David Armstrong, of the San Francisco Chronicle reported Friday on Philip Anschutz' Washington Examiner:

Quote:
"Do we have a pre-planned list of cities and a time line for opening papers in them? No,'' said publisher Scott McKibben. ..."Might there be opportunities in other markets that we would seriously look at? Absolutely, yes.''

Industry analysts say starting a national chain of free papers would be difficult but doable.

The Examiners are attempting to capture readers by delivering copies to affluent households coveted by advertisers. Advertisers underwrite the entire cost of a free-circulation paper. Traditional newspapers get 75 percent of their revenue from ads and 25 percent from single-copy sales and subscriptions.

The desired profit margin for newspapers is 20 percent, said John Morton, the principal in Morton Research of Silver Spring, Md. With no subscriptions or single-copy sales, free dailies might have to settle for 5 or 6 percent margins, but for a billionaire like Anschutz, that might be enough.

The risk for Anschutz is that readers will miss the depth and detail of quality broadsheets. Or that too many potential readers have already defected from newspapers to online sources like blogs or to talk radio. Or that would- be readers won't develop the brand loyalty they give to paid papers in our you- get-what-you pay-for world.

Free dailies could succeed, however, if publishers buy them at fire-sale prices to avoid the huge cost of starting a paper from scratch, keep operating costs way down, charge low rates to attract advertisers and, above all, stay free to avoid going toe-to-toe with major paid papers like the Washington Post and The Chronicle.


Read it in the Chronicle:
http://www.sfgate.com/cgi-bin/article.cgi?file=/chronicle/archive/2005/02/11/BUG9EB9EI81.DTL&type=business

___

D.C. Examiner 'barely a serf, let alone a monarch.'

Slate's Jack Shafer pontificated Thursday about the new free-distribution Washington Examiner and how it fits into the history — and future — of newspapers:

Quote:
Unbundling payment from delivery is an audacious, expensive gamble. But with a fortune of $5.2 billion, Anschutz can afford it—he's wealthier than Charles Foster Kane, the publisher protagonist of Citizen Kane. When chided in the movie by a financial overseer that he's losing a million dollars a year on his newspaper, Kane quips, "You know, Mr. Thatcher, at the rate of a million dollars a year, I'll have to close this place in—60 years."

Like theatrical productions, new publications deserve a try-out period before being judged. That said, it's not premature to describe today's Washington Examiner as a mash-up of short local stories by staffers, brief wire pieces, and abridged articles from the New York Times and other newspapers. In other words, the Examiner has unbundled from its pages the depth and breadth one ordinarily expects from a metropolitan daily. This young paper is barely a serf, let alone a monarch.

Yet the Examiner isn't the only local unbundler, just the most conspicuous.

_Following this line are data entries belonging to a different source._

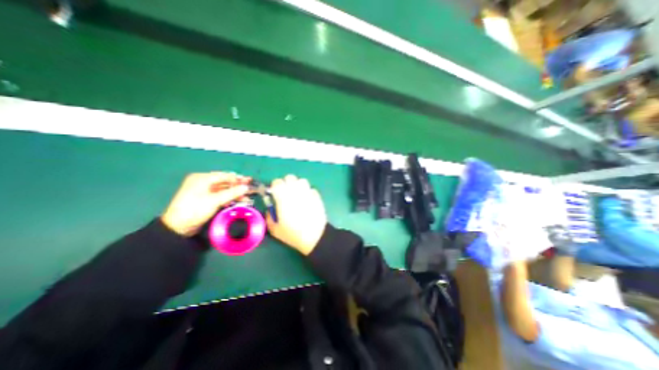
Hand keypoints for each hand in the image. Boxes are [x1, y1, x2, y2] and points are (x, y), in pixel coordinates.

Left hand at [161, 171, 248, 236]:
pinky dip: (230, 198)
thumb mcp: (215, 200)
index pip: (224, 176)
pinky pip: (221, 196)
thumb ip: (232, 192)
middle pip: (225, 182)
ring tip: (247, 197)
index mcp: (202, 178)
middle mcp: (203, 182)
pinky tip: (239, 201)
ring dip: (235, 193)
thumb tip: (246, 187)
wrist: (178, 227)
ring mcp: (204, 191)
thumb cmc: (195, 210)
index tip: (250, 182)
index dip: (238, 179)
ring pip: (224, 190)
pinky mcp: (206, 200)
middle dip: (238, 186)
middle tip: (250, 188)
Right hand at [265, 175, 325, 254]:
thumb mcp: (275, 230)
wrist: (314, 236)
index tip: (275, 192)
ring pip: (302, 181)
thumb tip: (270, 210)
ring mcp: (308, 193)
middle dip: (286, 183)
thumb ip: (269, 217)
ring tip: (297, 195)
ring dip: (298, 185)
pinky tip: (307, 200)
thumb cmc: (293, 234)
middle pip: (290, 177)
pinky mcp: (317, 196)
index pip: (277, 182)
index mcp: (283, 197)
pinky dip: (308, 192)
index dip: (275, 186)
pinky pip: (311, 189)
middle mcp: (295, 192)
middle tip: (286, 193)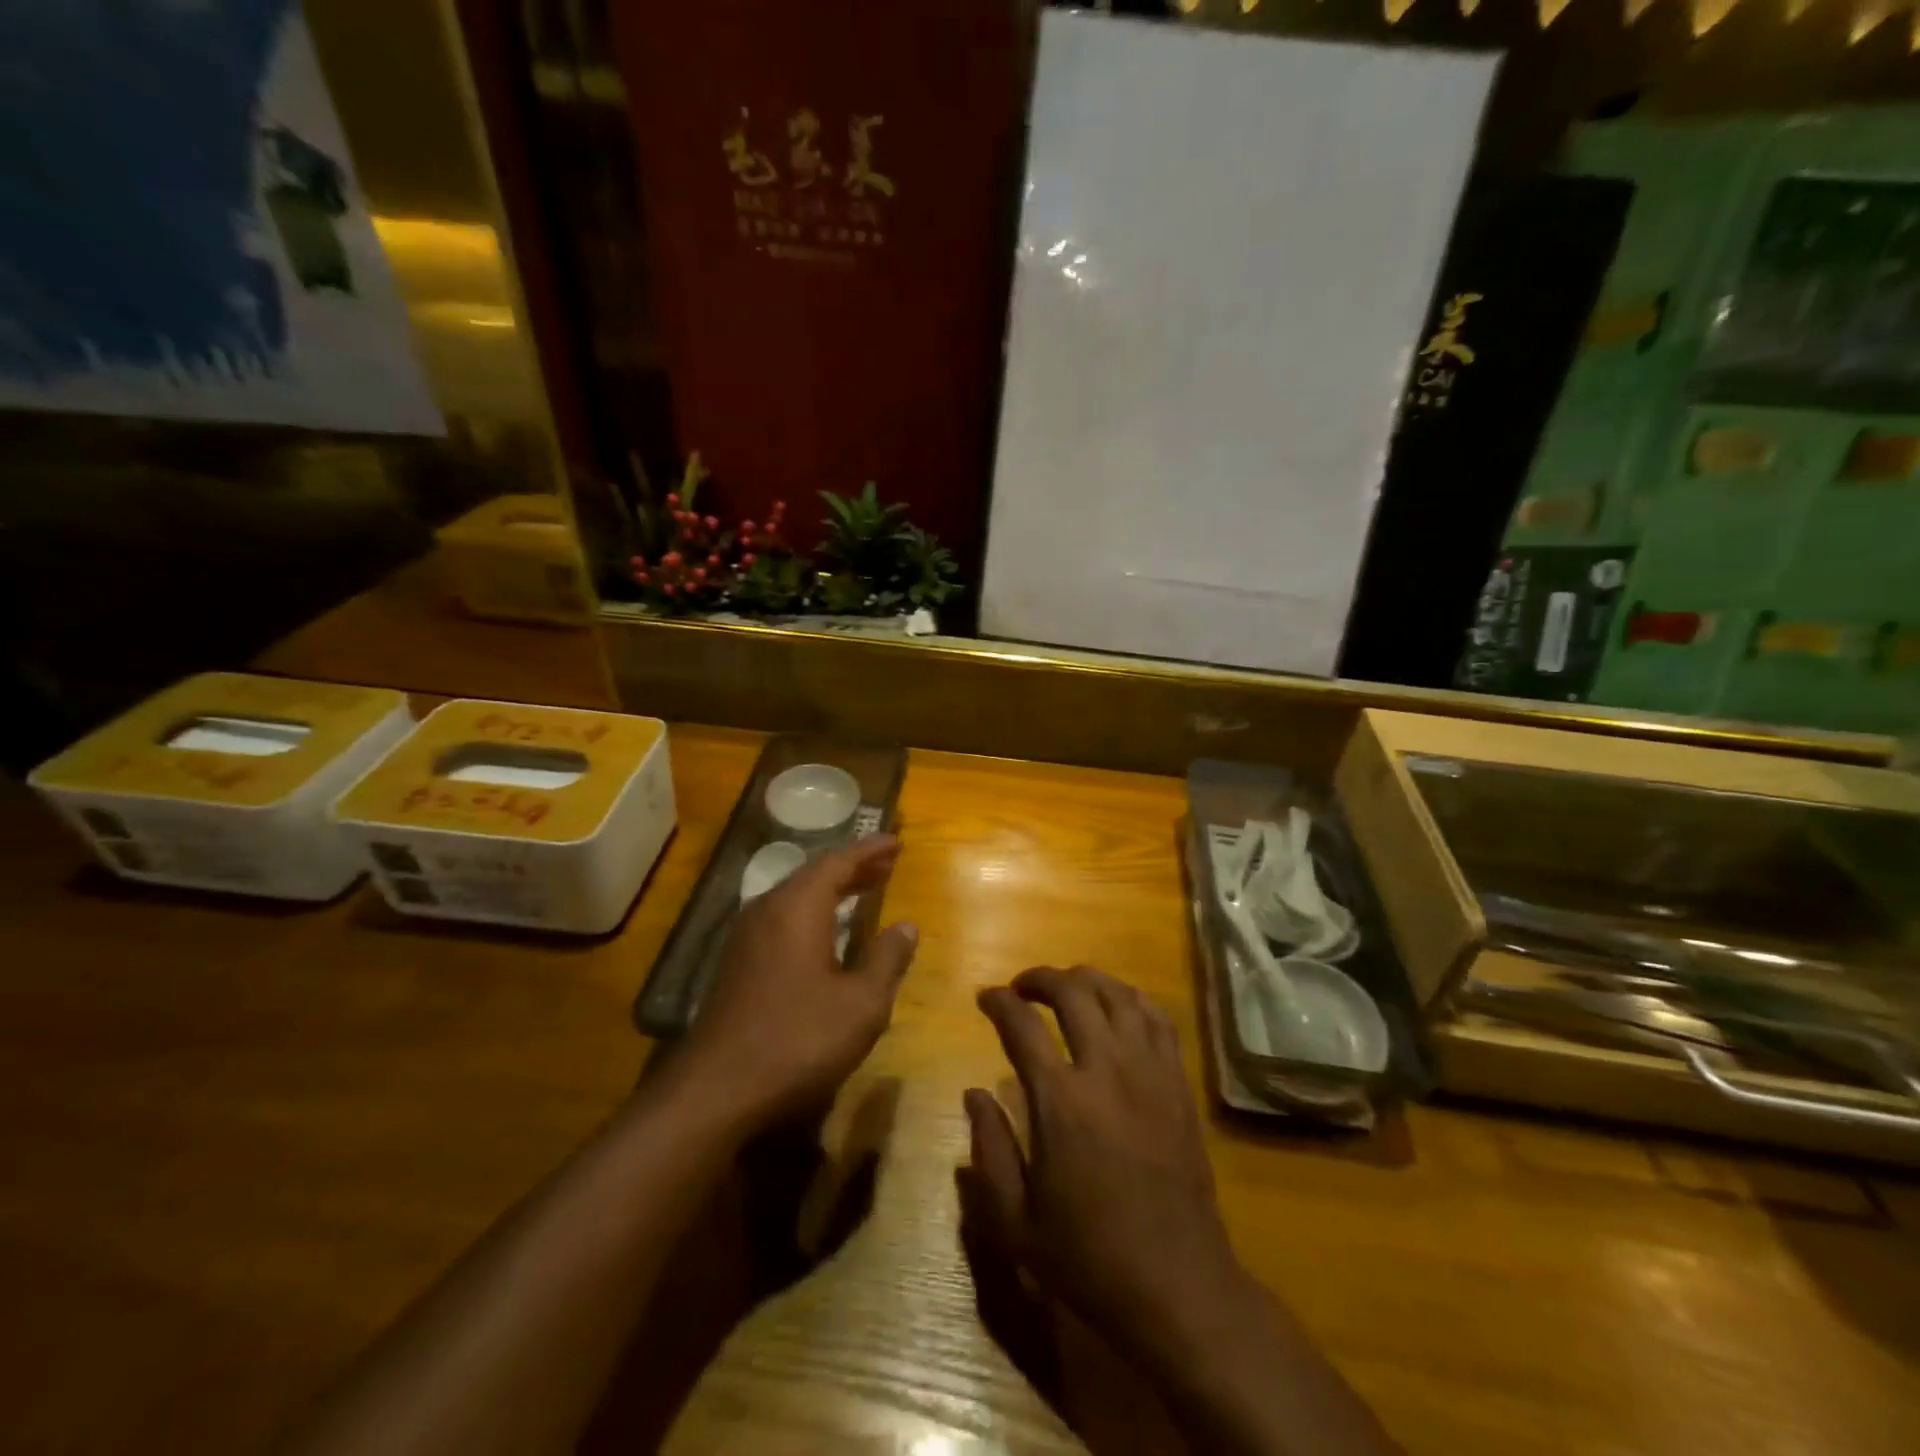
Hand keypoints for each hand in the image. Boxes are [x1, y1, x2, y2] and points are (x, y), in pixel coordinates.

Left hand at [680, 835, 917, 1132]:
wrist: (717, 1090)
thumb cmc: (798, 1039)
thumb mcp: (861, 1004)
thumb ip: (887, 959)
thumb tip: (907, 926)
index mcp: (798, 907)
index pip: (838, 862)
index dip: (870, 851)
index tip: (896, 843)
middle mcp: (768, 910)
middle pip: (814, 874)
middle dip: (853, 867)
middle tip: (887, 864)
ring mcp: (747, 936)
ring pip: (796, 896)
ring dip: (832, 889)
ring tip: (864, 889)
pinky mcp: (737, 962)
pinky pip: (782, 917)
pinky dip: (813, 911)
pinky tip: (827, 930)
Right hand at [965, 966, 1250, 1368]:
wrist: (1176, 1285)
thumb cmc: (1088, 1256)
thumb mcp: (1015, 1220)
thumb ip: (989, 1149)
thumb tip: (974, 1093)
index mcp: (1060, 1101)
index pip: (1021, 1024)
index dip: (998, 1002)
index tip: (985, 997)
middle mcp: (1106, 1069)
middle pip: (1073, 992)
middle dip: (1041, 978)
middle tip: (1022, 988)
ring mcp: (1149, 1071)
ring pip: (1118, 994)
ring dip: (1086, 980)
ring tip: (1067, 989)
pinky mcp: (1178, 1082)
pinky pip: (1158, 1018)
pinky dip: (1131, 999)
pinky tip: (1117, 1007)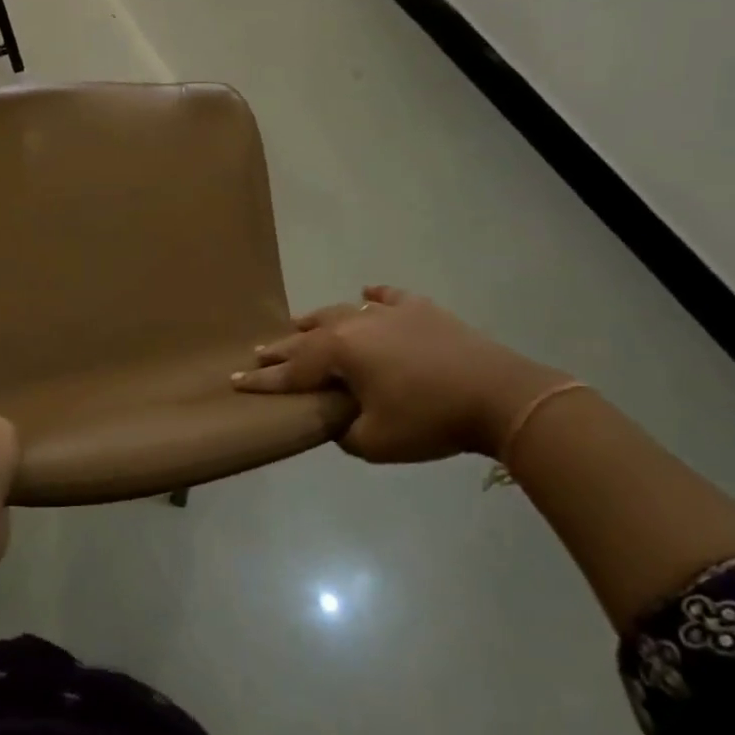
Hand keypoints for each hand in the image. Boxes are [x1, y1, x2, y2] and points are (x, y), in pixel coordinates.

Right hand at [233, 287, 566, 462]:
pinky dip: (373, 296)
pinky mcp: (421, 310)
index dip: (263, 381)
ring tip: (299, 323)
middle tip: (259, 353)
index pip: (291, 371)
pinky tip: (366, 292)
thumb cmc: (430, 420)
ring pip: (340, 311)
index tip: (234, 382)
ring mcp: (388, 313)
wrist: (500, 396)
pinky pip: (388, 297)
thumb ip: (344, 432)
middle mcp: (355, 324)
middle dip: (282, 348)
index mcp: (339, 352)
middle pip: (308, 336)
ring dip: (317, 321)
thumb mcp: (375, 442)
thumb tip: (338, 420)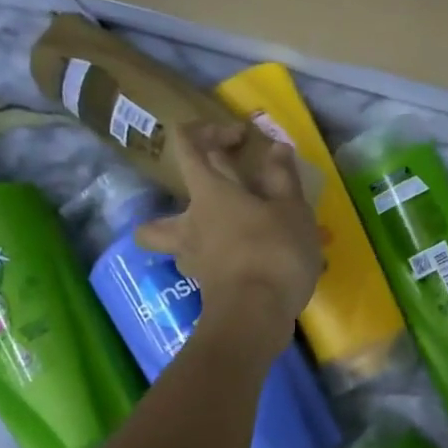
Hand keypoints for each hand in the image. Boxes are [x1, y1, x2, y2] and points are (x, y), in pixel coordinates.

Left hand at [134, 122, 321, 354]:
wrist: (256, 316)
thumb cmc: (273, 252)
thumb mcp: (291, 209)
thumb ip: (283, 178)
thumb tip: (276, 149)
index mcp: (208, 193)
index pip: (187, 145)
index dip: (208, 131)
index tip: (240, 139)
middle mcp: (189, 225)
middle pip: (156, 219)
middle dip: (173, 211)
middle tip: (210, 213)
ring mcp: (193, 262)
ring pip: (175, 250)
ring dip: (193, 243)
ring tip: (227, 244)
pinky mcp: (206, 290)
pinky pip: (204, 270)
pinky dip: (218, 267)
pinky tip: (245, 269)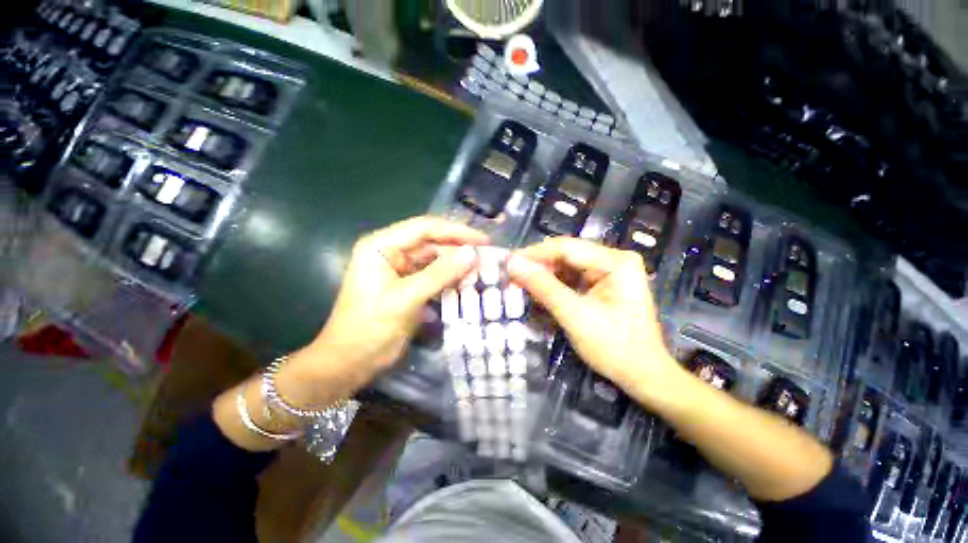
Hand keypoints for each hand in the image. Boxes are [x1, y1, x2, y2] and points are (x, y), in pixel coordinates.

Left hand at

On the Web, Craigslist and eBay are unbundling parts of the newspaper classified market, as are jobs sites (Monster, CareerBuilder, et al.), various car sites, and search engines.

The Washington Post has fought the unbundlers and falling circulation—down 10 percent for the daily edition over the past two years, according to this November Post story—by unbundling chunks of its once-unified advertising portfolio. Its parent company now chases AWOL readers with a bevy of free, specialty publications about apartments, new homes, moving to D.C., retirement living, and cars, not to mention the Express ("designed to be absorbed in 20 minutes," says its Web site). Coming soon from the Post Co. are free pubs about weddings and golf. In the November Post story, Executive Editor Leonard Downie Jr. told his newsroom of his plans to win readers back with shorter stories and bigger graphics. (Shades of the Examiner!)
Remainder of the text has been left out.